Apple Computer Company was founded on April 1, 1976,
by Steve Jobs, Steve Wozniak and Ronald Wayne.The company's
first product was the Apple I, a computer single-handedly designed and
hand-built by Wozniak, and first shown to the public at the Homebrew
Computer Club. Apple I was sold as a motherboard(with CPU, RAM,
and basic textual-video chips), which was less than what is now considered a
complete personal computer. The Apple I went on sale in July 1976 and was
market-priced at $666.66 ($2,806 in 2016 dollars, adjusted for inflation)
Apple Computer, Inc. was incorporated on January 3,
1977, without Wayne, who sold his share of the company back to Jobs and
Wozniak for $800.Multimillionaire Mike Markkula provided essential
business expertise and funding of $250,000 during the incorporation of Apple.
During the first five years of operations revenues
grew exponentially, doubling about every four months. Between September 1977
and September 1980 yearly sales grew from $775,000 to $118m, an average annual
growth rate of 533%.
The Apple II, also invented by Wozniak, was
introduced on April 16, 1977, at the first West Coast Computer Faire. It
differed from its major rivals, the TRS-80 and Commodore PET,
because of its character cell-based color graphics and open architecture.
While early Apple II models used ordinary cassette tapes as storage devices,
they were superseded by the introduction of a 5 ¼ inch floppy
disk drive and interface called the Disk II.
The Apple II was chosen to be the desktop platform for
the first "killer app" of the business world: VisiCalc, a spreadsheet program.
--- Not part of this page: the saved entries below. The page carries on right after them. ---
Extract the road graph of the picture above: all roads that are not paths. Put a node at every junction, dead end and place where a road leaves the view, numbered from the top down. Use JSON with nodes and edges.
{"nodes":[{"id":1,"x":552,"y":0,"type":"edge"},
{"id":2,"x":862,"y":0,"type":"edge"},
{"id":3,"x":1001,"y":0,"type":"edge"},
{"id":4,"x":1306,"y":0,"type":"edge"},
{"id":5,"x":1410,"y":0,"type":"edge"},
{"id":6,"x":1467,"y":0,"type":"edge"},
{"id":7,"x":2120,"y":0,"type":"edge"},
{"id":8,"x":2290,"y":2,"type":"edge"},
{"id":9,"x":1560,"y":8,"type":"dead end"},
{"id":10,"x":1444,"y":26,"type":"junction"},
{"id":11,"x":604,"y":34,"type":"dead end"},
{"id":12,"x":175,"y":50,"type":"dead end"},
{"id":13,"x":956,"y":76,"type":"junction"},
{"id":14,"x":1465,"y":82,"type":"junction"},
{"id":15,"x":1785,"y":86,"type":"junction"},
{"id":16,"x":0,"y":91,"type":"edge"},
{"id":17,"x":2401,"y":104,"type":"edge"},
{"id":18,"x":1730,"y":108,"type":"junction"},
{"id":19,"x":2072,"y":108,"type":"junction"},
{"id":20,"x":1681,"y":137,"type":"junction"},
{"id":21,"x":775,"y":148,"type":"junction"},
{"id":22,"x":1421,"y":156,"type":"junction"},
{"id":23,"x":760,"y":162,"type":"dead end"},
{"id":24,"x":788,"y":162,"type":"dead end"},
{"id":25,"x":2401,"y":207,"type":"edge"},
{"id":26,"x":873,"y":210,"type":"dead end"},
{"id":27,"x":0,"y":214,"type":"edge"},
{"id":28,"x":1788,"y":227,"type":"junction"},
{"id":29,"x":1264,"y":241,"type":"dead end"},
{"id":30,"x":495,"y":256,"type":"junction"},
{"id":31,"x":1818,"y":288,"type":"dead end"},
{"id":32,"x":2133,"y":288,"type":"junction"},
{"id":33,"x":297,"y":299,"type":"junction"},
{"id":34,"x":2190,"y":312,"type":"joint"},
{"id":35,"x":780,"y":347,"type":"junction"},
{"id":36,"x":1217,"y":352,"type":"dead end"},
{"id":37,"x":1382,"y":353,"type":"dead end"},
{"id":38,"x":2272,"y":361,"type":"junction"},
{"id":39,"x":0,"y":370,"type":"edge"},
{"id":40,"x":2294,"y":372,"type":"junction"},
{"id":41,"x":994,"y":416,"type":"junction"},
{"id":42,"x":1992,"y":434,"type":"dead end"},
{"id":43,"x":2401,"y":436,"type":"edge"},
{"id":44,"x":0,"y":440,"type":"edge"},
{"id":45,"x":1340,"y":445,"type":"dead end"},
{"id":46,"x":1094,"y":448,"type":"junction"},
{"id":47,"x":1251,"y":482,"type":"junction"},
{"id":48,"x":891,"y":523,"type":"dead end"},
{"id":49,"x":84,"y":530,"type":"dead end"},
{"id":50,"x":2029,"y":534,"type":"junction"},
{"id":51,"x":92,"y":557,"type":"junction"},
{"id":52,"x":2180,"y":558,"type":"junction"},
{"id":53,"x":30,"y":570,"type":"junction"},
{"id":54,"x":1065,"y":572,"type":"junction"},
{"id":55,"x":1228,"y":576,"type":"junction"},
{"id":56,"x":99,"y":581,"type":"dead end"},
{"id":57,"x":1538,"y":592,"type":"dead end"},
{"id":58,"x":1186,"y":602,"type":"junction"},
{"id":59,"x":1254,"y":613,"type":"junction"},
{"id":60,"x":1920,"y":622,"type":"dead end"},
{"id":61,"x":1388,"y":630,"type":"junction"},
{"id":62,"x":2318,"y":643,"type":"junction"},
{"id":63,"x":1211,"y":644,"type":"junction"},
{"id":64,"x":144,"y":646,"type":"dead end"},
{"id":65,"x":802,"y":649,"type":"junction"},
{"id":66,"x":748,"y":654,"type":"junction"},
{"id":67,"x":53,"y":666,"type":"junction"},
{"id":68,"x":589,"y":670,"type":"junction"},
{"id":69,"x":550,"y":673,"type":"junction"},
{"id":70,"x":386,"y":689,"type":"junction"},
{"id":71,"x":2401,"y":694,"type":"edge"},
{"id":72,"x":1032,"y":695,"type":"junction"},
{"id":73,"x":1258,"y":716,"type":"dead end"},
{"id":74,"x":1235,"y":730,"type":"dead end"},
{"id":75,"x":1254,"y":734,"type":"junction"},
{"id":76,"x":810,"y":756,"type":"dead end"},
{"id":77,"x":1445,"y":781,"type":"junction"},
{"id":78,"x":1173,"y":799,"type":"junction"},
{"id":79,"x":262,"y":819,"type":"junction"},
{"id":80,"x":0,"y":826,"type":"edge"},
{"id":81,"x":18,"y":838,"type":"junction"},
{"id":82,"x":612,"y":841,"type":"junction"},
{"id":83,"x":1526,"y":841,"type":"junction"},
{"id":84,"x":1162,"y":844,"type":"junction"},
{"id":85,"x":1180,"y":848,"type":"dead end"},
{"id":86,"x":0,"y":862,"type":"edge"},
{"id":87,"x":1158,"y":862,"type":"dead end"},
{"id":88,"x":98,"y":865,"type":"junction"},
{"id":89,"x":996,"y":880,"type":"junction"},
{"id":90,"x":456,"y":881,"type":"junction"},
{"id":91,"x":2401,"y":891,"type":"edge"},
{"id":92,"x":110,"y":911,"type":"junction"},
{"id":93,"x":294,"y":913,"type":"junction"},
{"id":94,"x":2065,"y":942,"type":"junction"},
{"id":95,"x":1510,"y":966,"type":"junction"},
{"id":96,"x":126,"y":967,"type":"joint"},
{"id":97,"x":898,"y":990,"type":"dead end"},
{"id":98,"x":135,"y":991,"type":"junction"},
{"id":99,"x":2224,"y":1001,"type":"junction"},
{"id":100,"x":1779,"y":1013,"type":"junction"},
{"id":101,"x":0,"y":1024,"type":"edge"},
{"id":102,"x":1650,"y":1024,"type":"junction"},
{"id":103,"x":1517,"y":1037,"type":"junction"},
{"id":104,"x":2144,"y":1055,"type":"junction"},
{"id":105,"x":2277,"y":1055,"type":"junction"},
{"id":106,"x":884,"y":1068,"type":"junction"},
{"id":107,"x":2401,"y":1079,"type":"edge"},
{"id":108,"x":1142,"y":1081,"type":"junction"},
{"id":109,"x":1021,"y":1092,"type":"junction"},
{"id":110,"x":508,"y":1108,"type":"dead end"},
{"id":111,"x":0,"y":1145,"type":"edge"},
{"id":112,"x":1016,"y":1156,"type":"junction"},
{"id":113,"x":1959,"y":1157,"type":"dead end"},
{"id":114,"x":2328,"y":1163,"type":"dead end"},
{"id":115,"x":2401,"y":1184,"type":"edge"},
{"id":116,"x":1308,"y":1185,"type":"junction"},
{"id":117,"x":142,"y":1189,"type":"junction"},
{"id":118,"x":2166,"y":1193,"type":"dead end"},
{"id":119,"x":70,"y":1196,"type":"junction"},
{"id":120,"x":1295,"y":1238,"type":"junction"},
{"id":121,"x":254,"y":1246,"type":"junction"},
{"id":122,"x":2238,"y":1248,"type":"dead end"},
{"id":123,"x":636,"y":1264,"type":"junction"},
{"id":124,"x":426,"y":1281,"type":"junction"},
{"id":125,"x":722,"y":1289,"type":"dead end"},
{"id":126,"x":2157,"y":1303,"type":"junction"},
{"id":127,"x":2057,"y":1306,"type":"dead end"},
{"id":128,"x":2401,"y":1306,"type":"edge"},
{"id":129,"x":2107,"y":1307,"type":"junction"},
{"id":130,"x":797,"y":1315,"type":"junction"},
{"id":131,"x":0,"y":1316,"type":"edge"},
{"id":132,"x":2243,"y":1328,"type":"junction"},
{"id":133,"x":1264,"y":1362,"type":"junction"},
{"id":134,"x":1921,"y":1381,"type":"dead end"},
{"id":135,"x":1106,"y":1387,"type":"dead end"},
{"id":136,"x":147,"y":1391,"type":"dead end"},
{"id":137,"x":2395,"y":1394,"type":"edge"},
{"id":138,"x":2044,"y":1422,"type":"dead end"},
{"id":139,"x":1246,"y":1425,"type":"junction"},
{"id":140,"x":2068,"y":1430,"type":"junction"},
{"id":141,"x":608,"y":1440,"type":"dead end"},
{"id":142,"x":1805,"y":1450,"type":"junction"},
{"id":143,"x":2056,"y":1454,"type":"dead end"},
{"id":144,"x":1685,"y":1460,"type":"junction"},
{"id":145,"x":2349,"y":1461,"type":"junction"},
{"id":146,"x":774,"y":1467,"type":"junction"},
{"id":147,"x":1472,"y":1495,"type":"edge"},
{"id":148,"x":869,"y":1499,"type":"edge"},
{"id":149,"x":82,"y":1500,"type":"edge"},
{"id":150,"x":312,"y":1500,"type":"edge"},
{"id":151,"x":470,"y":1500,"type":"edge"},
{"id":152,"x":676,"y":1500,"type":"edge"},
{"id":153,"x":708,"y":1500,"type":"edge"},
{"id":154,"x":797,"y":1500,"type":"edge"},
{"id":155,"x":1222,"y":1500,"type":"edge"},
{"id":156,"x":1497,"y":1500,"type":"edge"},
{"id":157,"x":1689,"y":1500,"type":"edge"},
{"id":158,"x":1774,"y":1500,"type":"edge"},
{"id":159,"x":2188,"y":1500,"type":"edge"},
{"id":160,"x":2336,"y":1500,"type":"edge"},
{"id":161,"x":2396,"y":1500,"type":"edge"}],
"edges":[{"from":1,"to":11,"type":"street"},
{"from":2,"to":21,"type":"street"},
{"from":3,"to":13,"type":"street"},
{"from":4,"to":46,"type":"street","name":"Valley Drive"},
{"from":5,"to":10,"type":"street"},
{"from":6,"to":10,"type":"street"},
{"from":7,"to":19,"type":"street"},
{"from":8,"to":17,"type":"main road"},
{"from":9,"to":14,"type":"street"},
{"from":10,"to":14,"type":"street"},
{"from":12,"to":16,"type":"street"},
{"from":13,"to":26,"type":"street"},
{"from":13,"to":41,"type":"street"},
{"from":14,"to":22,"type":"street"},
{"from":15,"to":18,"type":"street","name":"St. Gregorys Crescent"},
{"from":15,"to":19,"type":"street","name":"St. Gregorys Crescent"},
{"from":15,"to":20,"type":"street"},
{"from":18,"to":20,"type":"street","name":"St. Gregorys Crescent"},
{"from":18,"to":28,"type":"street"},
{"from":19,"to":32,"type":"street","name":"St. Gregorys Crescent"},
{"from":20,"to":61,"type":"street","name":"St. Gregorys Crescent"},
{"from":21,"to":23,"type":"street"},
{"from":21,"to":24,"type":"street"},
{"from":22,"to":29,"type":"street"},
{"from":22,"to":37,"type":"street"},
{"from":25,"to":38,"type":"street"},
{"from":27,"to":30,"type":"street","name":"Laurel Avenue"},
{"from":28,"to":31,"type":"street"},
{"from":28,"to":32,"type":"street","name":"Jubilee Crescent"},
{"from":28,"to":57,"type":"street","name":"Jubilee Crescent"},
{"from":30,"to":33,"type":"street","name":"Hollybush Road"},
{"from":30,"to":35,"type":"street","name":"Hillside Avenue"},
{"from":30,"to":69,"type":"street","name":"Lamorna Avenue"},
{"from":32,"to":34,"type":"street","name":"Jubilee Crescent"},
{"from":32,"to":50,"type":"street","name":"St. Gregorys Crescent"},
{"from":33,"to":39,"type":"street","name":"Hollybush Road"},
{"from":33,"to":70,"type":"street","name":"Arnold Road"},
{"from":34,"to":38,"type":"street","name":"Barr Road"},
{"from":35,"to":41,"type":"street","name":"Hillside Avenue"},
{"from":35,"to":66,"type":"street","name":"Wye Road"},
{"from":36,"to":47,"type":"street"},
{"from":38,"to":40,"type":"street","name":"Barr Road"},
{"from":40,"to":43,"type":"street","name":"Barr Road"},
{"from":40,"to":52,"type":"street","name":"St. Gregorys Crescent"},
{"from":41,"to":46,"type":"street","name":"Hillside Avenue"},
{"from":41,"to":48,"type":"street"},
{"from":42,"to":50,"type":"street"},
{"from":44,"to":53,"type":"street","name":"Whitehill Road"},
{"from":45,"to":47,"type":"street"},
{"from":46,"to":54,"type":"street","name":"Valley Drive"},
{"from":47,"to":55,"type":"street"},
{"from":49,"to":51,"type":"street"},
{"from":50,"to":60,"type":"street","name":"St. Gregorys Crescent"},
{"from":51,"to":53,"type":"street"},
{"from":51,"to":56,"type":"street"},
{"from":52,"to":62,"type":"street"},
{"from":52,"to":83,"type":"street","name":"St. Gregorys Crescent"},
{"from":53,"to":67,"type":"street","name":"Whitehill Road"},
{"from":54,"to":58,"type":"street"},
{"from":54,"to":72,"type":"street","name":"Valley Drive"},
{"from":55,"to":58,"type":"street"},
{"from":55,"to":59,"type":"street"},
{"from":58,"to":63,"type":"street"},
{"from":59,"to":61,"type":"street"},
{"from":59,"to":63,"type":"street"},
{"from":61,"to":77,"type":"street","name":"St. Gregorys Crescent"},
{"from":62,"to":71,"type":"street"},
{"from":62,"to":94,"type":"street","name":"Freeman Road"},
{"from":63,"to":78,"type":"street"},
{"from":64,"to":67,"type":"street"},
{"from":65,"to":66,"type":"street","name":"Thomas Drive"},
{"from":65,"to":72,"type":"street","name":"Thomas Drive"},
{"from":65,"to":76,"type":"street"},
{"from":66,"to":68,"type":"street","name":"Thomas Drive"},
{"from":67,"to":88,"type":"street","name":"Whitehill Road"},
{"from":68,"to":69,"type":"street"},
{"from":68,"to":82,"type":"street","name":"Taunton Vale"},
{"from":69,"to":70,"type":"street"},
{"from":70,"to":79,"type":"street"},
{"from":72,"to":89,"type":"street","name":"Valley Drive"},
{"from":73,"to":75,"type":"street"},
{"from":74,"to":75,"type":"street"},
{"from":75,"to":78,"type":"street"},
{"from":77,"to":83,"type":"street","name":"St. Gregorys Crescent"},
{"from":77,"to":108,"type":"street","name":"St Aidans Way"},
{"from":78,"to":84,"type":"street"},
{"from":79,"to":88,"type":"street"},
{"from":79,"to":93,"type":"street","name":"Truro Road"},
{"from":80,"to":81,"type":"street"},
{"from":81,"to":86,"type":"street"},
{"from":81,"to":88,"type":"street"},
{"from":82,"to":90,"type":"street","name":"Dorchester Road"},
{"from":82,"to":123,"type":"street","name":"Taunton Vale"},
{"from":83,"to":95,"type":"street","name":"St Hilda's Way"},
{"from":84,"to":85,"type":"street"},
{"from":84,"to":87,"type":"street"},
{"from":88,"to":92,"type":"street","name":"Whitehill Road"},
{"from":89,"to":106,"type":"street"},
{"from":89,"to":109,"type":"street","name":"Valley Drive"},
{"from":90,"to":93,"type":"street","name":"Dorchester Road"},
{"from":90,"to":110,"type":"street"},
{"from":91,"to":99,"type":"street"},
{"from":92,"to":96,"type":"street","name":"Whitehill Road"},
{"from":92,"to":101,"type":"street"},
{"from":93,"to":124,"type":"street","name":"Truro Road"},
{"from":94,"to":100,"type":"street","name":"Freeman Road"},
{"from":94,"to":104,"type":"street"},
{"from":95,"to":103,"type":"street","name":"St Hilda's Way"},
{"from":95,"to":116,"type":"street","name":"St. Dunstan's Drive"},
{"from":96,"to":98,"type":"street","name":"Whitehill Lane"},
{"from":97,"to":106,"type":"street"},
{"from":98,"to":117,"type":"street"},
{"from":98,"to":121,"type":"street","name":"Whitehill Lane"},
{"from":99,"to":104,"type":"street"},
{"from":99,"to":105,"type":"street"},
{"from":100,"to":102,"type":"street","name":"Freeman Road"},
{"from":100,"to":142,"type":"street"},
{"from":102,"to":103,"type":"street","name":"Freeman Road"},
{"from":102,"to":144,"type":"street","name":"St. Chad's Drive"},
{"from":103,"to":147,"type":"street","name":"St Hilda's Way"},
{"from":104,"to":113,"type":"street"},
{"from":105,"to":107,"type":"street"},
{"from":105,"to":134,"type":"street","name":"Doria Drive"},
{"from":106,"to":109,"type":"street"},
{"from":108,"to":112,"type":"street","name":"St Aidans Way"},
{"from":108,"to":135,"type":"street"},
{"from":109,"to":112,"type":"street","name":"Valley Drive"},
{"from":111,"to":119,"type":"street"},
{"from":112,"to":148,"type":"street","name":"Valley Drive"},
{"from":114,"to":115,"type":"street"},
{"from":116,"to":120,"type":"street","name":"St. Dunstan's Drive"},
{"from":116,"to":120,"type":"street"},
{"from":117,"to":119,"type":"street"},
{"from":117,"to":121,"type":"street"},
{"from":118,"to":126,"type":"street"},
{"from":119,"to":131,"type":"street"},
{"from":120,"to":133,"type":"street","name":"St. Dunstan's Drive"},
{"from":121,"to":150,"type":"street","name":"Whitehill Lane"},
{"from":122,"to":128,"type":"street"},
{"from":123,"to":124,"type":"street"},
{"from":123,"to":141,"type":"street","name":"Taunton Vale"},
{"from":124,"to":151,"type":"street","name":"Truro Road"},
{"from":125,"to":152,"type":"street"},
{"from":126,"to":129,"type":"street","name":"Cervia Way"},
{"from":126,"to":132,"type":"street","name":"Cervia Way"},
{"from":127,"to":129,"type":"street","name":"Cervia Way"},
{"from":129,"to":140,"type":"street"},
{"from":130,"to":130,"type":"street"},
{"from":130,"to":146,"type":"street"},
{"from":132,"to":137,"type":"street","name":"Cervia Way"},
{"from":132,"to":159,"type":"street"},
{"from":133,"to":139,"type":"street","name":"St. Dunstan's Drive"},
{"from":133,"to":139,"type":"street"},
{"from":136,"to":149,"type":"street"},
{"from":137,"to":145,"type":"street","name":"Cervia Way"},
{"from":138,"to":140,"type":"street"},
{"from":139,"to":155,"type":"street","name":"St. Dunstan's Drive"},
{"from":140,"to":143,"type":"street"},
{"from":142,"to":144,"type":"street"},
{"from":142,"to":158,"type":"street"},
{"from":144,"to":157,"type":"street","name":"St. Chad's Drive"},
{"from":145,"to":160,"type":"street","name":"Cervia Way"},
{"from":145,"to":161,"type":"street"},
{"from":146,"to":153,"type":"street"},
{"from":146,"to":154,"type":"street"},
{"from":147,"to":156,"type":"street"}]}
VisiCalc created a business market for the Apple II and gave home users an
additional reason to buy an Apple II: compatibility with the office.
Before VisiCalc, Apple had been a distant third place
competitor to Commodore and Tandy.
By the end of 1970's, Apple had a staff of computer
designers and a production line. The company introduced the Apple III in
May 1980 in an attempt to compete with IBM and Microsoft in
the business and corporate computing market.
Jobs and several Apple employees, including Jef
Raskin, visited Xerox PARC in December 1979 to see the Xerox Alto. Xerox granted
Apple engineers three days of access to the PARC facilities in return for the
option to buy 100,000 shares (800,000 split-adjusted shares) of Apple at the
pre-IPO price of $10 a share.
Jobs was immediately convinced that all future
computers would use a graphical user interface (GUI), and development of a GUI
began for the Apple Lisa. In 1982, however, he was pushed from the
Lisa team due to infighting. Jobs took over Jef Raskin's low-cost-computer
project, the Macintosh. A race broke out between the Lisa team and the
Macintosh team over which product would ship first. Lisa won the race in 1983
and became the first personal computer sold to the public with a GUI, but was a
commercial failure due to its high price tag and limited software titles.
On December 12, 1980, Apple went public at $22 per
share, generating more capital than any IPO since Ford Motor Company in
1956 and immediately creating 300 millionaires.